An asteroid passing close to Earth next month will provide stargazers with a rare viewing opportunity (Image: Shutterstock)

An asteroid passing close to Earth next month will provide stargazers with a rare viewing opportunity (Image: Shutterstock)

Image Gallery (4 images)

Asteroid 2012 DA14 is about 40 meters (131 ft) in size, has a mass of 130,000 tons, is traveling relative to the Earth at a speed of some 6.3 km/s (14,100 mph) ... and will miss us by less than 32,000 km (20,000 miles) on February 15. If it did hit the Earth, the result would be a huge explosion yielding about 2.5 megatons, but Asteroid 2012 DA14 will not hit our planet in 2013, and probably never will. Despite the lack of a sensational scenario, this close call still warrants our attention – it will allow astronomers to learn a good deal about asteroids, and represents one of the few chances for ordinary folks to see a asteroid pass really close to Earth.

2012 DA14 was discovered on February 22, 2012 by LaSagra Observatory in the mountains of Andalusia in southern Spain. The find was made about seven days after the asteroid passed within about 2.6 million kilometers (1.6 million miles) of Earth on its slightly elliptical 366 day orbit around the Sun. This elliptical orbit is slightly tilted relative to that of the Earth, so that it passes near Earth twice each year.

The path of 2012 DA14's close pass past the Earth on Feb. 15, 2013 (Image: NASA)

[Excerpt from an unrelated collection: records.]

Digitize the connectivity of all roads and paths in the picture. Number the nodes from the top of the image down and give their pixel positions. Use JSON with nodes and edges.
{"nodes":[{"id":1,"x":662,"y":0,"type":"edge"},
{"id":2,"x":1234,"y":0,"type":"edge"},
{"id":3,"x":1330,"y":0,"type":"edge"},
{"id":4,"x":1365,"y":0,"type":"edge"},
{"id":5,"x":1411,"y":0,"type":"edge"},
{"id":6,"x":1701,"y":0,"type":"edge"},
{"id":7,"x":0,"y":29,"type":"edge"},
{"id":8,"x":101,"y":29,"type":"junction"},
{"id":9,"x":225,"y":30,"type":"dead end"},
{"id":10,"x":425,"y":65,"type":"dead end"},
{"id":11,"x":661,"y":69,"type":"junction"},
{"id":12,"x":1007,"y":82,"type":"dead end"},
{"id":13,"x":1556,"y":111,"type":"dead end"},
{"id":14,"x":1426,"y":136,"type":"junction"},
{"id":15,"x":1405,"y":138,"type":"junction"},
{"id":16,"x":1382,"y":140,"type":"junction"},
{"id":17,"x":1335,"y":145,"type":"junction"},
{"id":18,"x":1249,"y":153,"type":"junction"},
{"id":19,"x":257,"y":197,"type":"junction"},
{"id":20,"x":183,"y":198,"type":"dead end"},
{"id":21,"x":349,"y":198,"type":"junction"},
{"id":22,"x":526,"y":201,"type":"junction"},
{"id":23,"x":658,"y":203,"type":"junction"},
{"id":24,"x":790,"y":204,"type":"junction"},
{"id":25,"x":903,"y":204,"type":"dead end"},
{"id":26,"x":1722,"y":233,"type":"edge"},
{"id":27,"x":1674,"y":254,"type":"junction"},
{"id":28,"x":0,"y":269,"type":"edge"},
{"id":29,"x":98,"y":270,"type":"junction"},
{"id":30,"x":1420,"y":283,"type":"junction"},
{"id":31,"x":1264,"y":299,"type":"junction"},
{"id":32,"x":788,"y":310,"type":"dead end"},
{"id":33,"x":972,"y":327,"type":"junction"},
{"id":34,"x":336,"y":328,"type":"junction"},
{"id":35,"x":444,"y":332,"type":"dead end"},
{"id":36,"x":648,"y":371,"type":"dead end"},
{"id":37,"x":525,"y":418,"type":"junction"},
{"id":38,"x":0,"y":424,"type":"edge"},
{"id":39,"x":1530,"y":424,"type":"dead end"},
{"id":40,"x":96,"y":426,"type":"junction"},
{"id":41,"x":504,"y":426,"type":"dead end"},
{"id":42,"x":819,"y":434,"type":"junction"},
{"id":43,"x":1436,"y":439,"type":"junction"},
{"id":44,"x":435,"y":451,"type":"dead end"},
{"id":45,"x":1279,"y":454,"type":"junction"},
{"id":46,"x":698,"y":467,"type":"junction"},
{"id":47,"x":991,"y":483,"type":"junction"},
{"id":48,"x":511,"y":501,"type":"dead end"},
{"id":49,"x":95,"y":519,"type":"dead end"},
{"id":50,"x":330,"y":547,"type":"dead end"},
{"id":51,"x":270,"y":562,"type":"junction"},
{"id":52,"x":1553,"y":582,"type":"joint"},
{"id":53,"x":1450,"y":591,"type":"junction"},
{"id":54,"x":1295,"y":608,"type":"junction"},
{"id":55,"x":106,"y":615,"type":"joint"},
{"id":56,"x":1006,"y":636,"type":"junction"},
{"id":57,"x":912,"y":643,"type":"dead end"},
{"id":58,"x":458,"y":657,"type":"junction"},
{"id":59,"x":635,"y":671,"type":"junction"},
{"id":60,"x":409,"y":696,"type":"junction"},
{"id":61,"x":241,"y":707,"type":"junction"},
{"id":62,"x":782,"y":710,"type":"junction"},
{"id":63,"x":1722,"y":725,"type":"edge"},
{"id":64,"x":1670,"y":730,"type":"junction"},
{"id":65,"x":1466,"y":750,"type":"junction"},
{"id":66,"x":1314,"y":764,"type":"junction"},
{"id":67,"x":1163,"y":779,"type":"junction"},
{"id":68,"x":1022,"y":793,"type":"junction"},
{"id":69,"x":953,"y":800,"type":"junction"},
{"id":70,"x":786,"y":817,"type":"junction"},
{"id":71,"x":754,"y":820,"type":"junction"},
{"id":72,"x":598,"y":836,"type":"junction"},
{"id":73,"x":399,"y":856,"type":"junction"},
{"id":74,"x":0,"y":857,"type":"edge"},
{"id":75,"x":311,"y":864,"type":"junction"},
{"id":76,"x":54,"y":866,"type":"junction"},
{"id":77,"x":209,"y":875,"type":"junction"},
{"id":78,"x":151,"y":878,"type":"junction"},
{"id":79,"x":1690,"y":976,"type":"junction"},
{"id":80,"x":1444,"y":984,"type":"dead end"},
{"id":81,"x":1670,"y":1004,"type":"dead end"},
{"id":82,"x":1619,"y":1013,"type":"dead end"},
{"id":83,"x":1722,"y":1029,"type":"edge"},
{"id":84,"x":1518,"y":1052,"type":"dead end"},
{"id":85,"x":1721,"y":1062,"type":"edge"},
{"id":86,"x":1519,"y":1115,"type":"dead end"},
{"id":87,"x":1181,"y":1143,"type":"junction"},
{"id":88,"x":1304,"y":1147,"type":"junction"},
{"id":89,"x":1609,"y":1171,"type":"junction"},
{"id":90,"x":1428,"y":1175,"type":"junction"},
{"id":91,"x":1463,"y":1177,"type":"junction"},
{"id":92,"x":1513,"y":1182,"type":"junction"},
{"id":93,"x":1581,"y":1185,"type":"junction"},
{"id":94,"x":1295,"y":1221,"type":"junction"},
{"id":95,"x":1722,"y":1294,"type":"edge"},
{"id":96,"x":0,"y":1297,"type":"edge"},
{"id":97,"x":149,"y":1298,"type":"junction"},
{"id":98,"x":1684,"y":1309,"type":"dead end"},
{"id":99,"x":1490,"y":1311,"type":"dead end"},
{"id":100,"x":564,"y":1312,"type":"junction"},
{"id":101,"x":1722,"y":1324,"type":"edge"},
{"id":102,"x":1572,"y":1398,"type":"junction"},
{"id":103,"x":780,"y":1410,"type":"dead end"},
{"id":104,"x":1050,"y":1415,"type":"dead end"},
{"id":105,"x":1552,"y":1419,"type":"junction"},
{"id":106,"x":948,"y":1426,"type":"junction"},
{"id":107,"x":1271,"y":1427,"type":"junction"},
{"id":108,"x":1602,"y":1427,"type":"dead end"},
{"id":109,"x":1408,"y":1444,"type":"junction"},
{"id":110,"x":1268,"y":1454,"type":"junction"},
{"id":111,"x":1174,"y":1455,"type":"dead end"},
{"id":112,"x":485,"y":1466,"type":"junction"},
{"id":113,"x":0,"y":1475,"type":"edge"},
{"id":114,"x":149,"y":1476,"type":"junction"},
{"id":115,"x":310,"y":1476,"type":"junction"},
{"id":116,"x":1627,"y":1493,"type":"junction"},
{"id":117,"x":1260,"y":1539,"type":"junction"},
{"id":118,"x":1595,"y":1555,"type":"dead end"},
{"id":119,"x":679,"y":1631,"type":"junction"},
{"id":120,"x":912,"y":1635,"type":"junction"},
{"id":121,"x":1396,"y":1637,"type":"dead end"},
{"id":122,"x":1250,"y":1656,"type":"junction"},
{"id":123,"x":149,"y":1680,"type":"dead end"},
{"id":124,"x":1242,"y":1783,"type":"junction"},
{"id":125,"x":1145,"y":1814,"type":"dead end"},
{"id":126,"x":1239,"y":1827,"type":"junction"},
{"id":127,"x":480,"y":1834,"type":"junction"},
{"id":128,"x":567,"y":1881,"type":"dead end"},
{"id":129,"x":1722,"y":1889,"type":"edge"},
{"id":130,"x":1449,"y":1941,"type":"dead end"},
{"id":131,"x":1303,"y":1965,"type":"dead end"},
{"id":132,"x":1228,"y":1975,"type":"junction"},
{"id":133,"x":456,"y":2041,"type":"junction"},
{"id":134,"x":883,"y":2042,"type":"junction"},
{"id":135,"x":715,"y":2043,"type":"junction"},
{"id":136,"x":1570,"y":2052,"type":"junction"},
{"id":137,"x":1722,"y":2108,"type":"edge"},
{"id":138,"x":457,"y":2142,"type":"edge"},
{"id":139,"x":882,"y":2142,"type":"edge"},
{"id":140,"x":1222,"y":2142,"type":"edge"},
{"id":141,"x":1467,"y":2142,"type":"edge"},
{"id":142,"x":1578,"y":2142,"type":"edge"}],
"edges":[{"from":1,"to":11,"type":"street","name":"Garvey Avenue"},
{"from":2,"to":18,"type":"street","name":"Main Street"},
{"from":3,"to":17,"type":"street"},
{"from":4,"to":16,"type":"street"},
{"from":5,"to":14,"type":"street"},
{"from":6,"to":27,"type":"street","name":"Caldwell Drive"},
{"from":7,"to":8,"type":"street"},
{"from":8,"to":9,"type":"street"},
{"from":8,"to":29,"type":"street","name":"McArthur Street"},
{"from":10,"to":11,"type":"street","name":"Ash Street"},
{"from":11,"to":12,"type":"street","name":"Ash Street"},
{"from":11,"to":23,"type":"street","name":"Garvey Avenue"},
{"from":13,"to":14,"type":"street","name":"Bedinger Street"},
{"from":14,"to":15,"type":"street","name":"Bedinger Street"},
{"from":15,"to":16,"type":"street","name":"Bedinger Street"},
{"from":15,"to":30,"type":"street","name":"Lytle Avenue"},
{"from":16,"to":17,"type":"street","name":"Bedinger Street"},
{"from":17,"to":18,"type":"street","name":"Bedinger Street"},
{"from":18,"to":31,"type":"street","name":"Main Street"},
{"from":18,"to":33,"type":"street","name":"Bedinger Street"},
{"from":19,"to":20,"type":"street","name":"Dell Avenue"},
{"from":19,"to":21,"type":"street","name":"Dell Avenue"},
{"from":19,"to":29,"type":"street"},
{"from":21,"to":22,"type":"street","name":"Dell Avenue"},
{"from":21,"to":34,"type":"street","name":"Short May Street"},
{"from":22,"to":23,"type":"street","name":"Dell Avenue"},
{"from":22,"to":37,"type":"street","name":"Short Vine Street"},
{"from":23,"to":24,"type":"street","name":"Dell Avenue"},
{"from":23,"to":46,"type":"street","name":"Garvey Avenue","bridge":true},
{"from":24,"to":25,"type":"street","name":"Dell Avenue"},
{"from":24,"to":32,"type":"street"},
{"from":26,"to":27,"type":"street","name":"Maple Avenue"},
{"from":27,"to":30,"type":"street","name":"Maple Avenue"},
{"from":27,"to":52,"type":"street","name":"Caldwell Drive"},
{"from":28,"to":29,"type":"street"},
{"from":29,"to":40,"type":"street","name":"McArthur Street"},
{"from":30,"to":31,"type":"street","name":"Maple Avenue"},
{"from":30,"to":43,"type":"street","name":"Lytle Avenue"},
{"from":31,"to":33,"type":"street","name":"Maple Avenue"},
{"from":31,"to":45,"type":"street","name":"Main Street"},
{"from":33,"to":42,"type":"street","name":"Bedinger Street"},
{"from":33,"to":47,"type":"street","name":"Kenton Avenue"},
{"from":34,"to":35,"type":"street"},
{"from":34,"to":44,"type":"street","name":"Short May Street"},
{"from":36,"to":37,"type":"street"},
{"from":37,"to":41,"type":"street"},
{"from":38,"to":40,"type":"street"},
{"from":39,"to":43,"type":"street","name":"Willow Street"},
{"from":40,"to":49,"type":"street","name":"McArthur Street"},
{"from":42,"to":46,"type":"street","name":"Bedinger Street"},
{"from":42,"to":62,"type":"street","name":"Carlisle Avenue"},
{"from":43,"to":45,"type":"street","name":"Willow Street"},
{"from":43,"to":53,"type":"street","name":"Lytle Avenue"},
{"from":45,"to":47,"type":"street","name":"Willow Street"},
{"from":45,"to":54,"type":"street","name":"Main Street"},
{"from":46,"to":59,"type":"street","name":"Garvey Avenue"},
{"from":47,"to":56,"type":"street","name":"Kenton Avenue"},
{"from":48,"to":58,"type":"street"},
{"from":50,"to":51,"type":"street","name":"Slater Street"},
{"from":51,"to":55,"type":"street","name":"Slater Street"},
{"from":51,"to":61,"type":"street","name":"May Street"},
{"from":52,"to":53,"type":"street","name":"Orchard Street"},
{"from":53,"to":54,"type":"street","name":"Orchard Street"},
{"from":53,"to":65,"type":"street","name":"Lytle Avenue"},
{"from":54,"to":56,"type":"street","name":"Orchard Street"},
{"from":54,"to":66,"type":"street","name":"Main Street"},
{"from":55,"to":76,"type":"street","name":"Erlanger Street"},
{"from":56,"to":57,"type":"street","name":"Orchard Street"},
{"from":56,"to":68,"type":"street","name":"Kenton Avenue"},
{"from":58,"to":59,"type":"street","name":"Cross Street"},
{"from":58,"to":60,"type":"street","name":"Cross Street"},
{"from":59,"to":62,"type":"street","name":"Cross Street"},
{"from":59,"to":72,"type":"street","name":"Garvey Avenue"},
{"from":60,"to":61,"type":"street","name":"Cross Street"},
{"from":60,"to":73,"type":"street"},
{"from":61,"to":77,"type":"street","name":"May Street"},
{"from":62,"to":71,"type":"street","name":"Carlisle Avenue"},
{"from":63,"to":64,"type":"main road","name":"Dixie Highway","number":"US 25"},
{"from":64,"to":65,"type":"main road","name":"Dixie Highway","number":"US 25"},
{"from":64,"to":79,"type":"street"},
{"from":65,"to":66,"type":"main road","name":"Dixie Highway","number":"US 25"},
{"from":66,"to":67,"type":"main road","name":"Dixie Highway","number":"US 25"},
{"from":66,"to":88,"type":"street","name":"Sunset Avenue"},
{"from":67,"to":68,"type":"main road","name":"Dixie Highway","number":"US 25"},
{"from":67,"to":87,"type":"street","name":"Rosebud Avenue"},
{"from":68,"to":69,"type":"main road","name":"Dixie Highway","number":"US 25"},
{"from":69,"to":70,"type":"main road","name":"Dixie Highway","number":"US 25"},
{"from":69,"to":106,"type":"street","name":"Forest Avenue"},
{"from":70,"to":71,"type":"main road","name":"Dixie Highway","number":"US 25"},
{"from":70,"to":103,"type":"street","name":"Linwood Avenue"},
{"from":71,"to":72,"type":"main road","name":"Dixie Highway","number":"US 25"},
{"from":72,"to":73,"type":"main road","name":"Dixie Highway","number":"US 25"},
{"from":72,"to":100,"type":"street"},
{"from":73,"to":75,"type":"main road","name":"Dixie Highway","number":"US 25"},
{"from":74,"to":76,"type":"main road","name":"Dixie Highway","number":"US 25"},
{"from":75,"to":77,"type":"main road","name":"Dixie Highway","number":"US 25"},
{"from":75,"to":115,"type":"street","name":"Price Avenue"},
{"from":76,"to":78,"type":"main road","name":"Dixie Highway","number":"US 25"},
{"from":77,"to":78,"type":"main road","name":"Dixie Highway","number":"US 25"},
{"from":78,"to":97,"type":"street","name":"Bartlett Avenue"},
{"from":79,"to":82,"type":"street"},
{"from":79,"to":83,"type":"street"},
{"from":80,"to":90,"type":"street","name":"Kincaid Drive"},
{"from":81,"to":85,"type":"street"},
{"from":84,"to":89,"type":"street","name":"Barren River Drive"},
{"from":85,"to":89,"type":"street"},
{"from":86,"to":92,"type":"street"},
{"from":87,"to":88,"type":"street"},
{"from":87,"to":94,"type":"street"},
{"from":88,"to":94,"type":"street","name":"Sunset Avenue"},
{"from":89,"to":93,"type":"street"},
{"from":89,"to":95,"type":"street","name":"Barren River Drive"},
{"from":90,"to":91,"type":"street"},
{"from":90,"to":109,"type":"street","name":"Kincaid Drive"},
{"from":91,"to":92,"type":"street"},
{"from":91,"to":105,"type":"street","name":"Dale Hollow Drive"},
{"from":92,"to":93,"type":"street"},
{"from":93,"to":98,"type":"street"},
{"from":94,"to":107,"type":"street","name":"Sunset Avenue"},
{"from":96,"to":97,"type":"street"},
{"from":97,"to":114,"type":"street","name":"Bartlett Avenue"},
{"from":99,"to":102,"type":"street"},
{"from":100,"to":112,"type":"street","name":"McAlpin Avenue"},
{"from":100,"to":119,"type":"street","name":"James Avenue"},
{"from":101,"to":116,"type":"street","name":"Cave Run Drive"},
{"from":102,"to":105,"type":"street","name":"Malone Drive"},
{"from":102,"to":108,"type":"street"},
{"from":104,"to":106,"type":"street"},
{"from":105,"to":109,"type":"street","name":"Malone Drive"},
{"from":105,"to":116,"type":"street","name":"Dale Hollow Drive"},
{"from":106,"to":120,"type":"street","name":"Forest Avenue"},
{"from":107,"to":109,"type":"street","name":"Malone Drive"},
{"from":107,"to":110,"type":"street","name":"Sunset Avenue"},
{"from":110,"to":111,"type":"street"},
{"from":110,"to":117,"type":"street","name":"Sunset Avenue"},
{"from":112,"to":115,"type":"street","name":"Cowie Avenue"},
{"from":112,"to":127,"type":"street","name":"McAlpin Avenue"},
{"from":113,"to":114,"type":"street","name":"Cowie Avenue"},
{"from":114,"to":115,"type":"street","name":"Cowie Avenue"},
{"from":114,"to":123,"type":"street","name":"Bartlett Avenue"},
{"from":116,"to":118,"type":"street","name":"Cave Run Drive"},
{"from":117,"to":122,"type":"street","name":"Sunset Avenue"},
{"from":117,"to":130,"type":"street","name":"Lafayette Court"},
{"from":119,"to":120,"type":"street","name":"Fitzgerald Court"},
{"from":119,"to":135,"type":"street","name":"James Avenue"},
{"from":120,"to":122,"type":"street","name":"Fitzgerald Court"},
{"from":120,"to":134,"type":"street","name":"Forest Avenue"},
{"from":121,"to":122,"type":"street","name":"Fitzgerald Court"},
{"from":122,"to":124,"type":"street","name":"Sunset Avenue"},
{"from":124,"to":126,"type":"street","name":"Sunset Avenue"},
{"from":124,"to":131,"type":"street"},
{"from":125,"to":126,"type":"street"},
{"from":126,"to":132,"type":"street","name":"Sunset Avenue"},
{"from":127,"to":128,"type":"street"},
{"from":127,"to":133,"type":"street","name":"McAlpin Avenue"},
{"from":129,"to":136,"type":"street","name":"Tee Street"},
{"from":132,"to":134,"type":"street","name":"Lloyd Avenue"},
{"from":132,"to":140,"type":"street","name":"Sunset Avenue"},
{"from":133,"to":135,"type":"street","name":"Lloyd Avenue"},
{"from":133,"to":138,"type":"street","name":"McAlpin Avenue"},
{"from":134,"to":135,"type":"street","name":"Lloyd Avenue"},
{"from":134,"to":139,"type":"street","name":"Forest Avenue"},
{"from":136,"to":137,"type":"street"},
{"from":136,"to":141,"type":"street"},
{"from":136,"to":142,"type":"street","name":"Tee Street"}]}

On February 15 this year, 2012 DA14 will make another – extremely close – pass by the Earth. The latest calculations show that the distance of closest approach will be about 34,100 km (21,200 miles) from the center of the Earth, or about 27,700 km (17,200 miles) from the Earth's surface. This is well below our encircling ring of geosynchronous satellites, which orbit at a distance of 42,160 km (26,200 miles) from the Earth's center.

Observing 2012 DA14

The asteroid will pass rapidly from the southwest to the northeast, being seen in dark skies through most of Europe, Asia, Africa, and Australia. For these locations, 2012 DA14 will appear brightest (magnitude 7) at about 19:50 UT, and should be visible in good binoculars along much of its path. It will move quickly through the sky – at closest approach the asteroid will appear to move about the Moon's diameter each minute.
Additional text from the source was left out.